この地で育った蚕だ。桑の葉と共に、そっと箱に戻す。箱の中には桑の葉が敷かれ、同じような沢山の幼虫がそれを食べていた。
傍らのアルムは、初めのうち、箱の中でうごめく幼虫を気味悪がっていた。しかし、ベイオが手にのせていたのを見て、気が変わったようだ。
「よく見ると、かわいいだ」
自分も真似して、手の上で桑の葉を与えている。
ここは都から少し離れた場所に作られた養蚕場で、周辺は桑畑として開墾されたばかりだ。植えた苗木が育つまでは、山に自生している桑から葉を取って与える。
「もうじき、繭を作りだします」
案内をしてくれたのは、ディーボンから渡って来た養蚕業の熟練者だ。中年の夫婦で、麗国に養蚕を根付かせるために、先月から頑張ってくれている。
「ありがとうございます」
ベイオは彼らを
……でも、これって技術を盗んでるんだよね。
職人が師匠から技を盗むのとは違う。ディーボンが懸命に積み上げて来た技術を、ベイオは技術者ごと盗み取ったのだ。

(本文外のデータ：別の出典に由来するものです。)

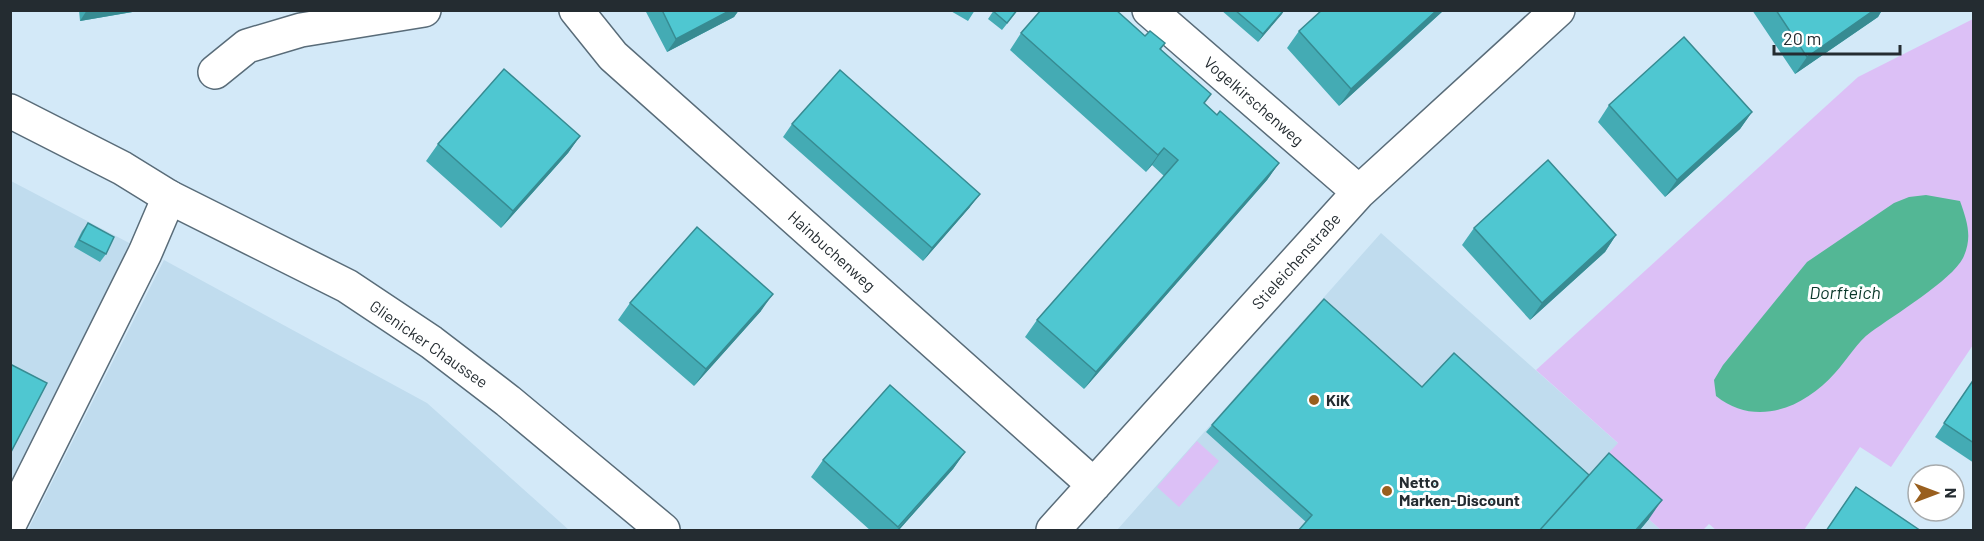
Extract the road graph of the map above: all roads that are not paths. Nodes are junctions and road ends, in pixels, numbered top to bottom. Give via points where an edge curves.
1 (424, 10) edge
2 (576, 10) edge
3 (1149, 10) edge
4 (1558, 10) edge
5 (215, 72) dead end
6 (10, 111) edge
7 (1359, 192) junction
8 (169, 197) junction
9 (1094, 485) junction
10 (10, 523) edge
11 (663, 531) edge
12 (1053, 531) edge

1 - 5 street via 301,30 247,46
2 - 9 street, Hainbuchenweg via 613,56
3 - 7 street, Vogelkirschenweg
4 - 7 street, Stieleichenstraße
6 - 8 street, Glienicker Chaussee via 122,168
7 - 9 street, Stieleichenstraße
8 - 10 street
8 - 11 street, Glienicker Chaussee via 347,286 431,342 508,400
9 - 12 street, Stieleichenstraße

しかし、そうしないと絹の量産化は不可能だ。今までのように、生糸や乾燥繭をディーボンから輸入しているだけでは限りがある。
そう言い聞かせて、罪悪感を心の底にそっと押しこめる。
技術学校を開いてまで、この国の技術力を底上げして来たのだ。ベイオにとって、技術やノウハウの価値は重い。努力せず成果だけを手にするのは、その価値観から大きく外れる。

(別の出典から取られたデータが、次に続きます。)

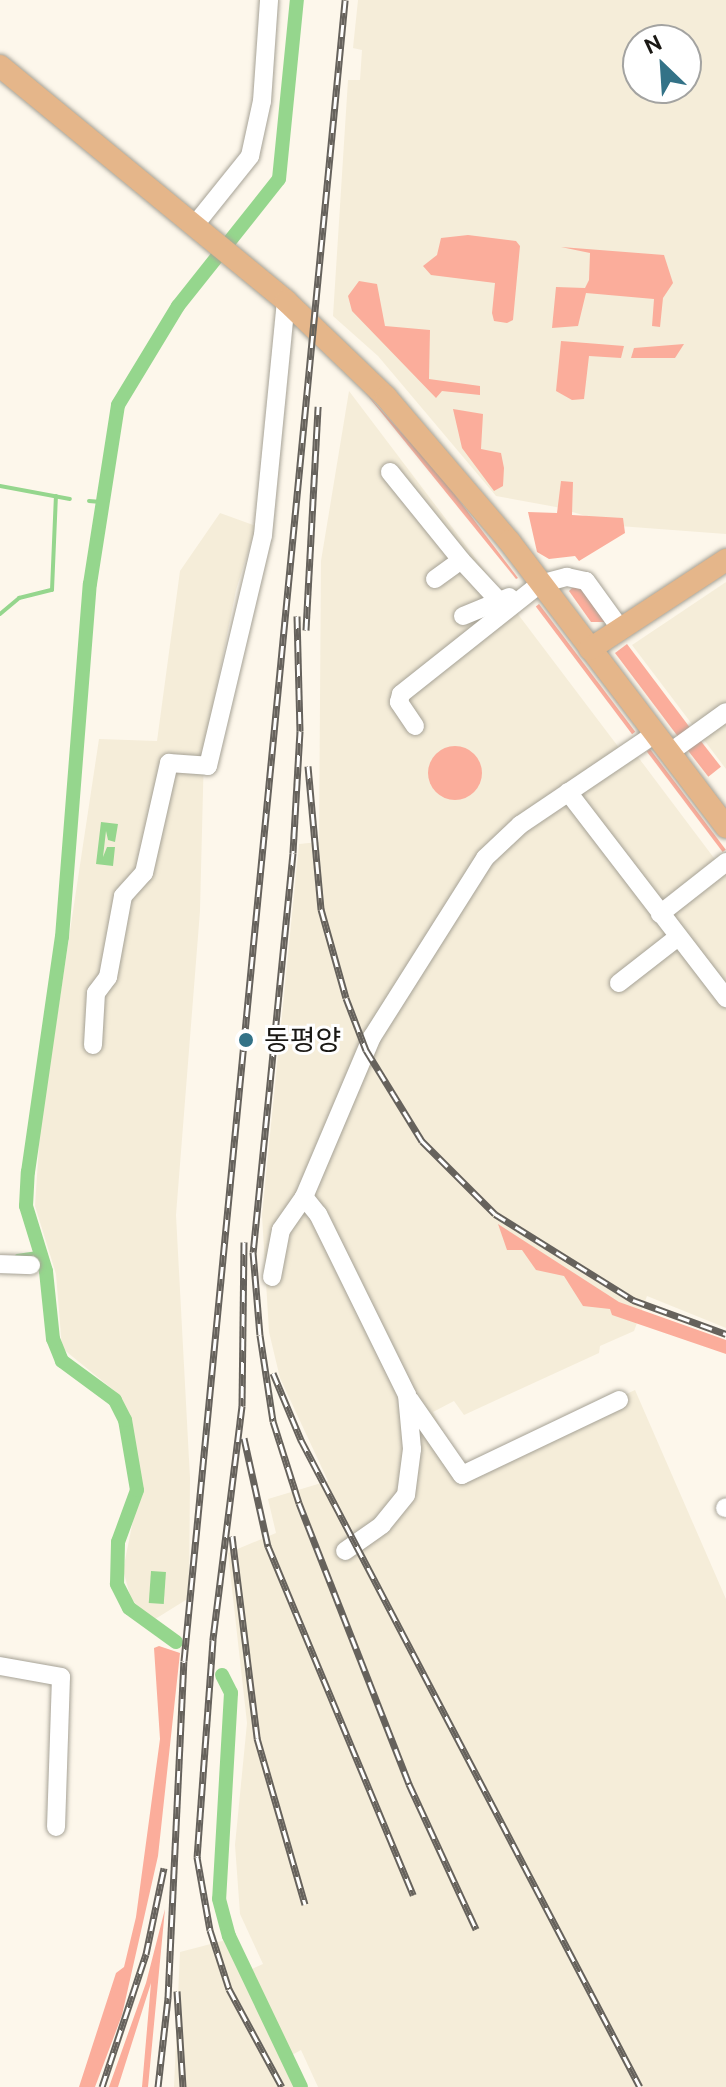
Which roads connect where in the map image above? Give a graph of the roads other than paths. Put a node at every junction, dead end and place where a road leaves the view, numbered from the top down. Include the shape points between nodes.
1 (269, 0) edge
2 (0, 66) edge
3 (201, 232) junction
4 (286, 301) junction
5 (390, 472) dead end
6 (461, 560) junction
7 (726, 560) edge
8 (435, 579) dead end
9 (532, 589) junction
10 (498, 600) junction
11 (463, 616) dead end
12 (620, 628) junction
13 (590, 649) junction
14 (726, 712) edge
15 (415, 726) dead end
16 (655, 734) junction
17 (669, 753) junction
18 (568, 792) junction
19 (726, 827) edge
20 (726, 862) edge
21 (660, 914) junction
22 (678, 937) junction
23 (619, 983) dead end
24 (726, 998) edge
25 (93, 1045) dead end
26 (304, 1197) junction
27 (0, 1264) edge
28 (31, 1265) dead end
29 (272, 1277) dead end
30 (407, 1395) junction
31 (619, 1400) dead end
32 (345, 1551) dead end
33 (0, 1666) edge
34 (56, 1827) dead end

1 - 3 street via 262,101 250,156
2 - 3 main road
3 - 4 main road
4 - 9 main road via 412,425
4 - 25 street via 263,535 208,766 169,763 144,873 123,896 108,977 96,993
5 - 6 street
6 - 8 street
6 - 10 street
7 - 12 main road
9 - 10 street
9 - 12 street via 567,577 586,581
9 - 13 main road
9 - 15 street via 401,694 399,702
10 - 11 street
12 - 13 main road
13 - 16 main road
14 - 17 street
16 - 17 main road
16 - 18 street
17 - 19 main road
18 - 21 street
18 - 26 street via 500,840 485,858 372,1037
20 - 21 street
21 - 22 street
22 - 23 street
22 - 24 street
26 - 29 street via 281,1230
26 - 30 street via 318,1214
27 - 28 street
30 - 31 street via 462,1475
30 - 32 street via 412,1449 406,1495 382,1525
33 - 34 street via 61,1677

だから、今後もディーボンからの乾燥繭の輸入は減らさず、ディーボン向けの絹織物に使う。純国産の分は、遊牧民や彼らを介した中つ国向けに輸出する。
将来的にその比率は変わるかもしれないが、ベイオにしてみれば交易で一方的に利益を上げるのは得策ではない。軍事力が無さすぎるこの国は、周辺国との軋轢は少ないにこしたことはないのだから。
「あと半年、と言うところじゃな」
白く長い顎髭をしごきつつ、老師がつぶやく。
どうしても見学に同行すると言い張っただけあって、さっきまで一言も発することなく、食い入るように蚕を見ていたのだ。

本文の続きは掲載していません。